Attribute mapping explained:

  • google.subject=assertion.sub β€” maps the JWT's sub field to GCP's subject
  • attribute.repository=assertion.repository β€” exposes the repo name as a GCP attribute so we can restrict to specific repos
# Grants workflows from YOUR_ORG/YOUR_REPO permission to impersonate mycoolproject-run-sa.
# This is the key security boundary: only your repo can become that service account.
# YOUR_ORG/YOUR_REPO format is just: username/reponame β€” no github.com prefix, no .git suffix.
# Example: oliverm91/django-gcp-deployment-guide
gcloud iam service-accounts add-iam-policy-binding \
  mycoolproject-run-sa@mycoolproject-prod.iam.gserviceaccount.com \
  --role="roles/iam.workloadIdentityUser" \
  --member="principalSet://iam.googleapis.com/projects/$PROJECT_NUMBER/locations/global/workloadIdentityPools/github-pool/attribute.repository/YOUR_ORG/YOUR_REPO"

This binding says: "workflows running from YOUR_ORG/YOUR_REPO may act as mycoolproject-run-sa". Workflows from any other repo cannot.

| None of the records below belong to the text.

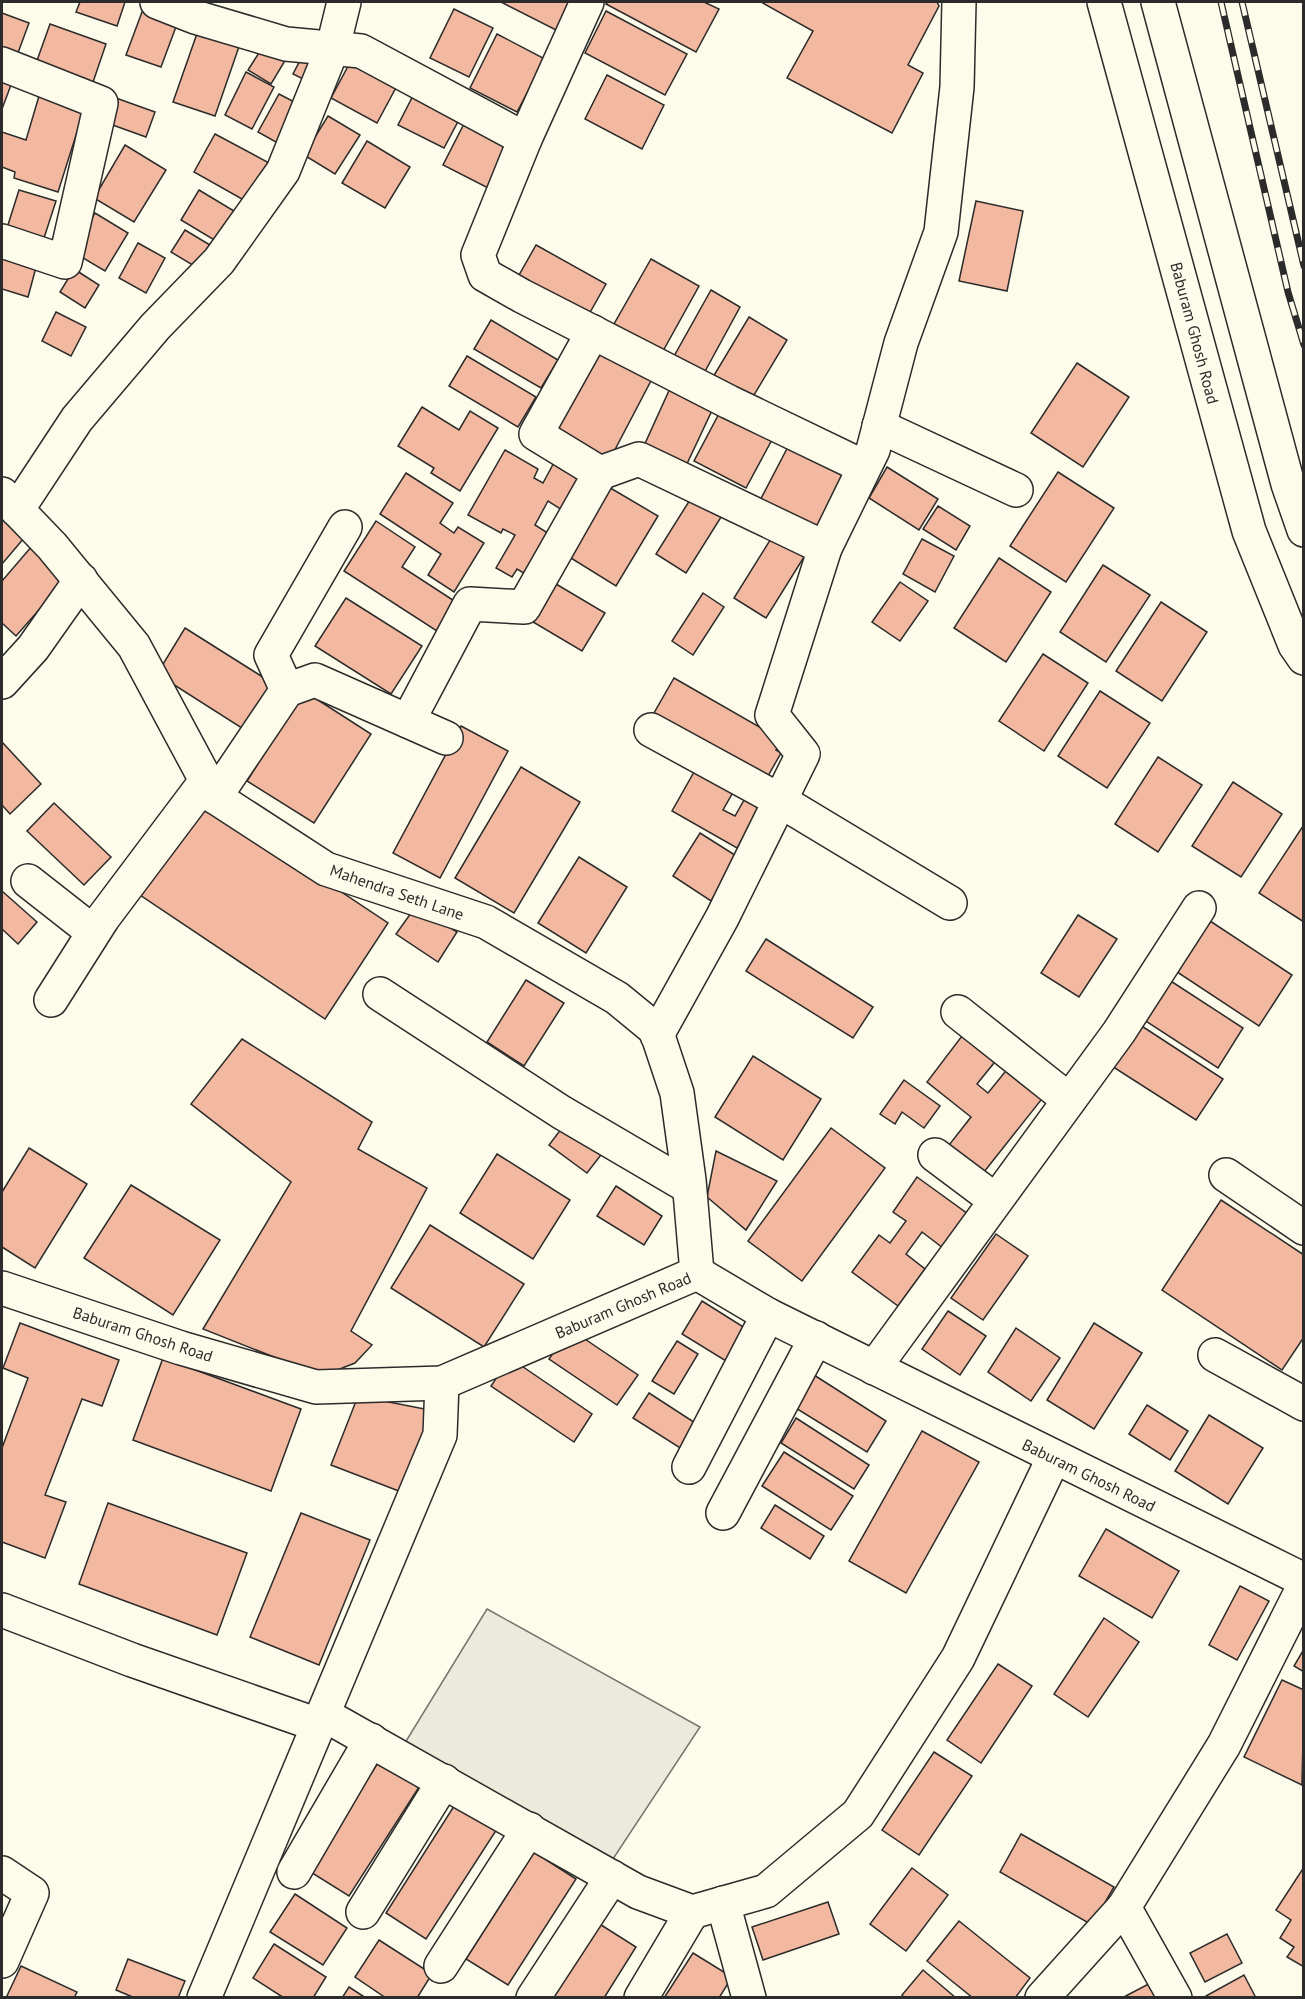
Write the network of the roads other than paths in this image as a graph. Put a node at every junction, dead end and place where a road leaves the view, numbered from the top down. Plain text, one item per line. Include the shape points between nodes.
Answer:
1 (157, 2) edge
2 (344, 2) edge
3 (587, 2) edge
4 (959, 2) edge
5 (1104, 2) edge
6 (1158, 2) edge
7 (333, 47) junction
8 (2, 64) edge
9 (525, 139) junction
10 (2, 241) edge
11 (593, 332) junction
12 (879, 426) junction
13 (864, 467) junction
14 (600, 473) junction
15 (1016, 490) dead end
16 (9, 502) edge
17 (345, 527) dead end
18 (1304, 530) edge
19 (825, 548) junction
20 (81, 580) junction
21 (1304, 658) edge
22 (2, 682) edge
23 (287, 690) junction
24 (408, 721) junction
25 (651, 730) dead end
26 (446, 738) dead end
27 (211, 789) junction
28 (779, 800) junction
29 (28, 881) dead end
30 (950, 903) dead end
31 (1200, 908) dead end
32 (93, 932) junction
33 (380, 994) dead end
34 (51, 1000) dead end
35 (958, 1012) dead end
36 (657, 1035) junction
37 (1069, 1100) junction
38 (935, 1155) dead end
39 (1226, 1175) dead end
40 (689, 1187) junction
41 (995, 1200) junction
42 (1304, 1228) edge
43 (697, 1273) junction
44 (2, 1288) edge
45 (768, 1315) junction
46 (816, 1338) junction
47 (1215, 1355) dead end
48 (874, 1368) junction
49 (442, 1383) junction
50 (1303, 1402) edge
51 (1054, 1457) junction
52 (689, 1467) dead end
53 (723, 1513) dead end
54 (1304, 1580) edge
55 (1304, 1586) edge
56 (2, 1610) edge
57 (321, 1719) junction
58 (371, 1740) junction
59 (444, 1781) junction
60 (529, 1829) junction
61 (294, 1872) dead end
62 (2, 1873) edge
63 (612, 1877) junction
64 (723, 1903) junction
65 (1124, 1907) junction
66 (363, 1912) dead end
67 (692, 1912) junction
68 (2, 1961) edge
69 (441, 1966) dead end
70 (204, 1998) edge
71 (533, 1998) edge
72 (641, 1998) edge
73 (749, 1998) edge
74 (1042, 1998) edge
75 (1175, 1998) edge

1 - 7 street via 286,44
2 - 7 street
3 - 9 street
4 - 12 street via 957,87 941,232 901,343
5 - 21 street, Baburam Ghosh Road via 1249,531 1295,645
6 - 18 street via 1288,484
7 - 9 street via 361,51
7 - 16 street via 283,171 219,261 154,327
8 - 10 street via 102,104 65,261
9 - 11 street via 478,255 485,274
11 - 13 street
11 - 14 street via 536,434
12 - 13 street
12 - 15 street
13 - 19 street
14 - 19 street via 639,459
14 - 24 street via 524,606 470,604
16 - 20 street, Mahendra Seth Lane
17 - 23 street via 272,655
19 - 28 street via 772,715 803,754
20 - 22 street via 33,648
20 - 27 street, Mahendra Seth Lane via 134,646
23 - 24 street via 315,680
23 - 27 street
24 - 26 street
25 - 28 street
27 - 32 street
27 - 36 street, Mahendra Seth Lane via 326,869 486,922 617,998
28 - 30 street
28 - 36 street via 722,918
29 - 32 street
31 - 37 street
32 - 34 street
33 - 40 street via 561,1112
35 - 37 street
36 - 40 street, Mahendra Seth Lane via 677,1094
37 - 41 street
38 - 41 street
39 - 42 street
40 - 43 street, Mahendra Seth Lane
41 - 48 street
43 - 45 street, Baburam Ghosh Road
43 - 49 street, Baburam Ghosh Road
44 - 49 street, Baburam Ghosh Road via 181,1348 316,1387
45 - 46 street, Baburam Ghosh Road
45 - 52 street
46 - 48 street, Baburam Ghosh Road
46 - 53 street
47 - 50 street
48 - 51 street, Baburam Ghosh Road
49 - 57 street via 440,1435
51 - 54 street, Baburam Ghosh Road
51 - 64 street via 958,1658 858,1814 766,1891
55 - 65 street via 1224,1745
56 - 57 street via 132,1660
57 - 58 street
57 - 70 street
58 - 59 street
58 - 61 street
59 - 60 street
59 - 66 street
60 - 63 street
60 - 69 street
62 - 68 street via 32,1893
63 - 67 street via 638,1892
63 - 71 street
64 - 67 street
64 - 73 street
65 - 74 street
65 - 75 street
67 - 72 street

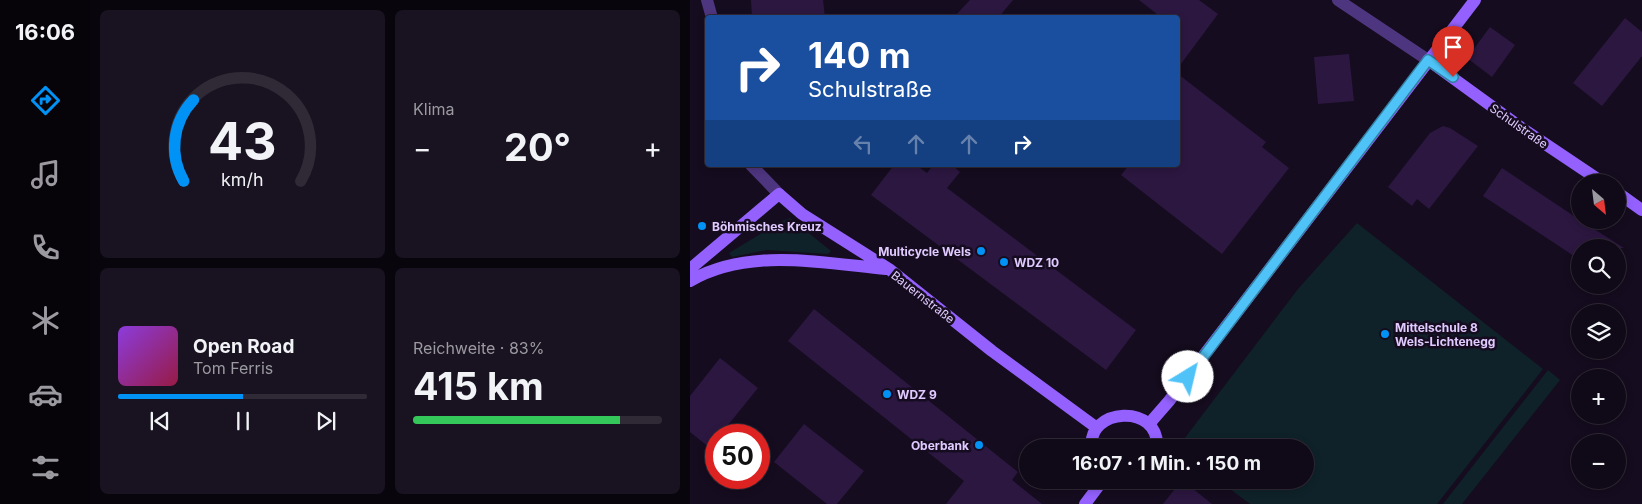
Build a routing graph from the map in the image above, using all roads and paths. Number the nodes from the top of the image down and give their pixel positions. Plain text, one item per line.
1 (707, 0) edge
2 (1338, 0) edge
3 (1475, 0) edge
4 (711, 15) edge
5 (1428, 60) junction
6 (753, 167) edge
7 (1590, 174) edge
8 (779, 194) junction
9 (1626, 199) edge
10 (1642, 210) edge
11 (690, 269) edge
12 (889, 269) junction
13 (690, 280) edge
14 (1149, 424) junction
15 (1097, 428) junction
16 (1093, 439) edge
17 (1156, 439) edge
18 (1096, 489) edge
19 (1085, 504) edge

1 - 4 street
2 - 5 street, Schulstraße
3 - 5 main road
5 - 7 main road, Schulstraße
5 - 14 main road
6 - 8 street, Bauernstraße
8 - 11 main road
8 - 12 main road, Bauernstraße
9 - 10 main road
12 - 13 main road
12 - 15 main road, Bauernstraße
14 - 15 main road
14 - 17 main road
15 - 16 main road
18 - 19 main road

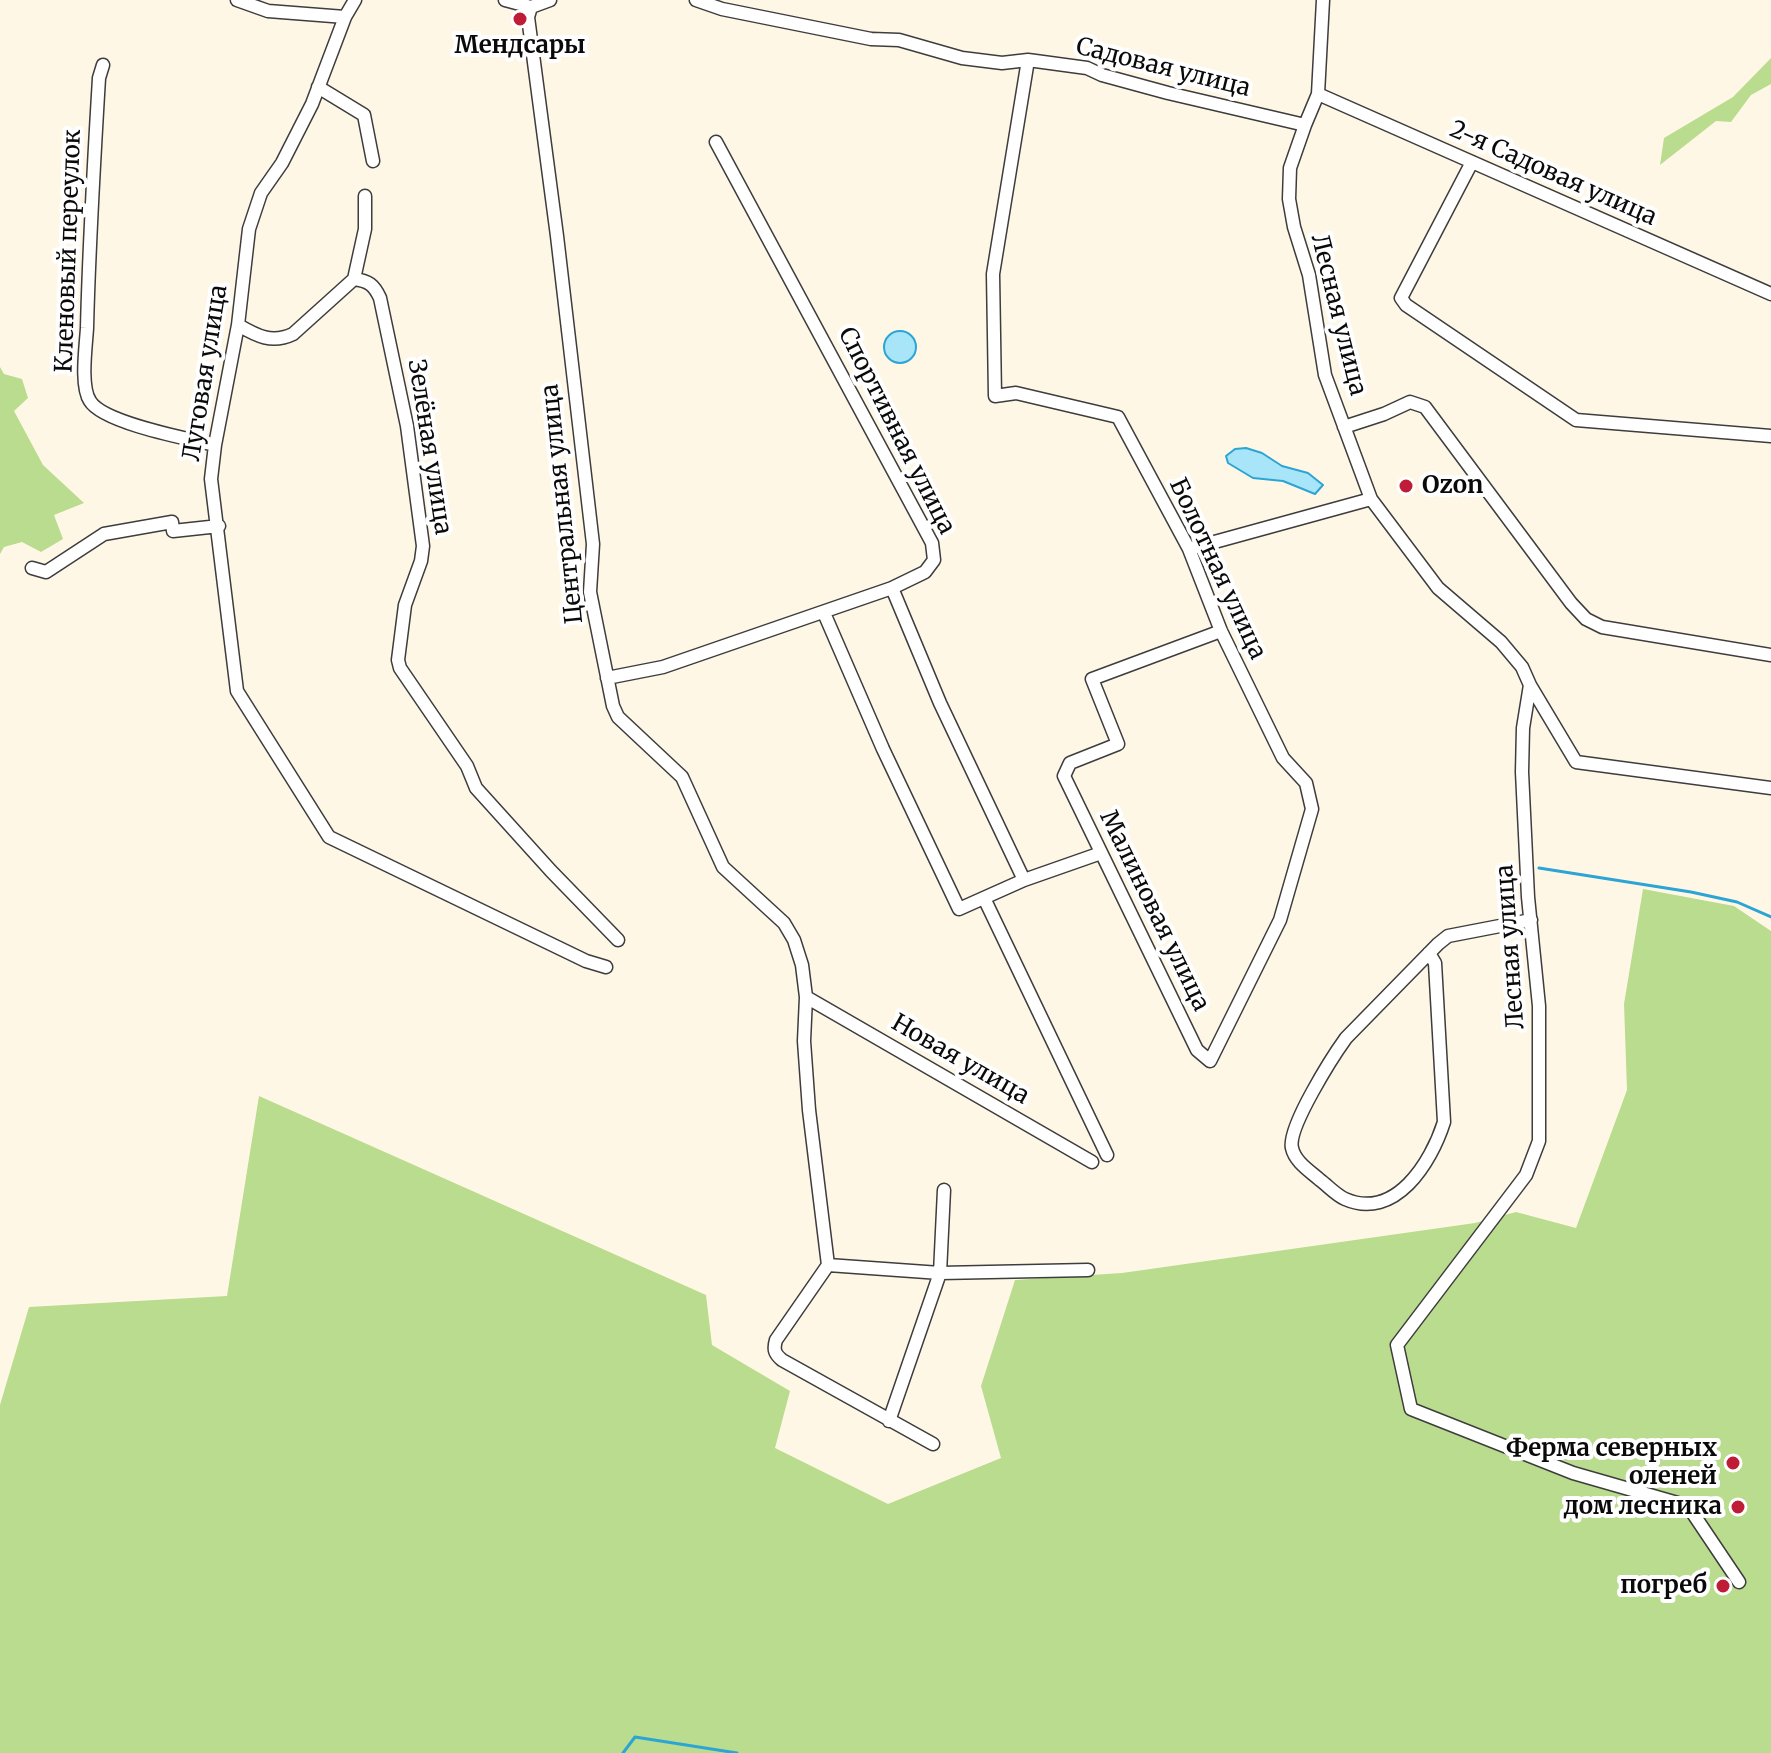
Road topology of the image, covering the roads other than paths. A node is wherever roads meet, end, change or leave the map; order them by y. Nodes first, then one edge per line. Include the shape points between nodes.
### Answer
1 (237, 0) edge
2 (355, 0) edge
3 (505, 0) edge
4 (550, 0) edge
5 (696, 0) edge
6 (1323, 0) edge
7 (529, 12) junction
8 (345, 17) junction
9 (1028, 60) junction
10 (103, 65) dead end
11 (318, 87) junction
12 (1318, 94) junction
13 (1305, 125) junction
14 (716, 142) dead end
15 (373, 161) dead end
16 (1472, 162) junction
17 (365, 196) dead end
18 (354, 279) junction
19 (1771, 294) edge
20 (238, 325) junction
21 (1344, 427) junction
22 (1771, 436) edge
23 (215, 445) junction
24 (1371, 499) junction
25 (219, 526) junction
26 (1189, 549) junction
27 (32, 568) dead end
28 (892, 588) junction
29 (824, 613) junction
30 (1221, 631) junction
31 (1771, 655) edge
32 (607, 678) junction
33 (1530, 685) junction
34 (1771, 788) edge
35 (1312, 809) joint
36 (1101, 853) junction
37 (1024, 880) junction
38 (984, 898) junction
39 (1531, 920) junction
40 (618, 940) dead end
41 (1429, 953) junction
42 (606, 967) dead end
43 (806, 997) junction
44 (1107, 1155) dead end
45 (1092, 1162) dead end
46 (944, 1190) dead end
47 (828, 1265) junction
48 (1088, 1270) dead end
49 (940, 1273) junction
50 (889, 1421) junction
51 (933, 1444) dead end
52 (1739, 1582) dead end

1 - 8 street via 268,11
2 - 8 street, Луговая улица
3 - 7 street
4 - 7 street
5 - 9 street, Садовая улица via 871,39 899,40 962,58
6 - 12 street
7 - 32 street, Центральная улица via 593,544 590,592
8 - 11 street, Луговая улица
9 - 13 street, Садовая улица via 1087,68
9 - 26 street, Болотная улица via 993,274 995,396 1016,393 1118,417
10 - 23 street, Кленовый переулок via 88,285 89,401 120,420
11 - 15 street via 364,115
11 - 20 street, Луговая улица via 291,146 261,193 249,229
12 - 13 street
12 - 16 street, 2-я Садовая улица
13 - 21 street, Лесная улица via 1290,168 1289,199 1309,275 1325,375
14 - 28 street, Спортивная улица via 932,543 931,566
16 - 19 street, 2-я Садовая улица
16 - 22 street via 1401,298 1406,305 1576,420
17 - 18 street via 365,229
18 - 20 street via 282,339 267,339
18 - 40 street, Зелёная улица via 375,286 380,298 407,426 422,533 421,561 405,605 400,668 467,766 476,788
20 - 23 street, Луговая улица
21 - 24 street, Лесная улица
21 - 31 street via 1410,402 1425,407 1586,619 1602,627
23 - 25 street, Луговая улица via 211,479
24 - 26 street
24 - 33 street, Лесная улица via 1438,588 1501,642
25 - 27 street via 173,531 172,522 104,534 46,572
25 - 42 street, Луговая улица via 237,691 329,837
26 - 30 street, Болотная улица
28 - 29 street, Спортивная улица
28 - 37 street
29 - 32 street, Спортивная улица via 663,667
29 - 38 street via 959,909
30 - 35 street, Болотная улица via 1283,758 1306,783
30 - 36 street, Малиновая улица via 1092,679 1118,744 1070,763 1064,776
32 - 43 street, Центральная улица via 618,717 682,777 723,867 784,923 802,965
33 - 34 street via 1576,762
33 - 39 street, Лесная улица via 1522,772
35 - 36 street, Малиновая улица via 1280,920 1210,1061 1197,1050
36 - 37 street
37 - 38 street
38 - 44 street
39 - 41 street via 1458,932
39 - 52 street, Лесная улица via 1539,1006 1539,1141 1526,1175 1397,1345 1411,1409 1573,1473 1688,1506
41 - 41 street via 1340,1047 1292,1134 1299,1161 1342,1198 1360,1204 1400,1194 1439,1138 1444,1122 1435,963
43 - 45 street, Новая улица
43 - 47 street via 809,1110
46 - 49 street
47 - 49 street
47 - 50 street via 773,1348 776,1355
48 - 49 street
49 - 50 street
50 - 51 street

# Prints the full provider resource name β€” copy this value into the
# GCP_WORKLOAD_IDENTITY_PROVIDER GitHub secret in the next step.
gcloud iam workload-identity-pools providers describe github-provider \
  --location=global \
  --workload-identity-pool=github-pool \
  --format="value(name)"

The output looks like:

projects/123456789/locations/global/workloadIdentityPools/github-pool/providers/github-provider

Copy this entire string β€” this is what you paste as the GCP_WORKLOAD_IDENTITY_PROVIDER secret value in the next step.


Add GitHub Secrets

Go to GitHub β†’ your repo β†’ Settings β†’ Secrets and variables β†’ Actions β†’ New repository secret:

Secret name Value
GCP_WORKLOAD_IDENTITY_PROVIDER The full string from the last command, e.g. projects/123456789/locations/global/workloadIdentityPools/github-pool/providers/github-provider
GCP_SERVICE_ACCOUNT mycoolproject-run-sa@mycoolproject-prod.iam.gserviceaccount.com

These are the only two values GitHub needs. No JSON key file, no password.


How the workflow uses them

In the GitHub Actions workflow (chapter 10), this step exchanges the GitHub OIDC token for a GCP access token:

- uses: google-github-actions/auth@v2
  with:
    workload_identity_provider: ${{ secrets.GCP_WORKLOAD_IDENTITY_PROVIDER }}
    service_account: ${{ secrets.GCP_SERVICE_ACCOUNT }}

After this step, gcloud and docker commands in the workflow automatically use the GCP credentials. The token expires when the workflow ends.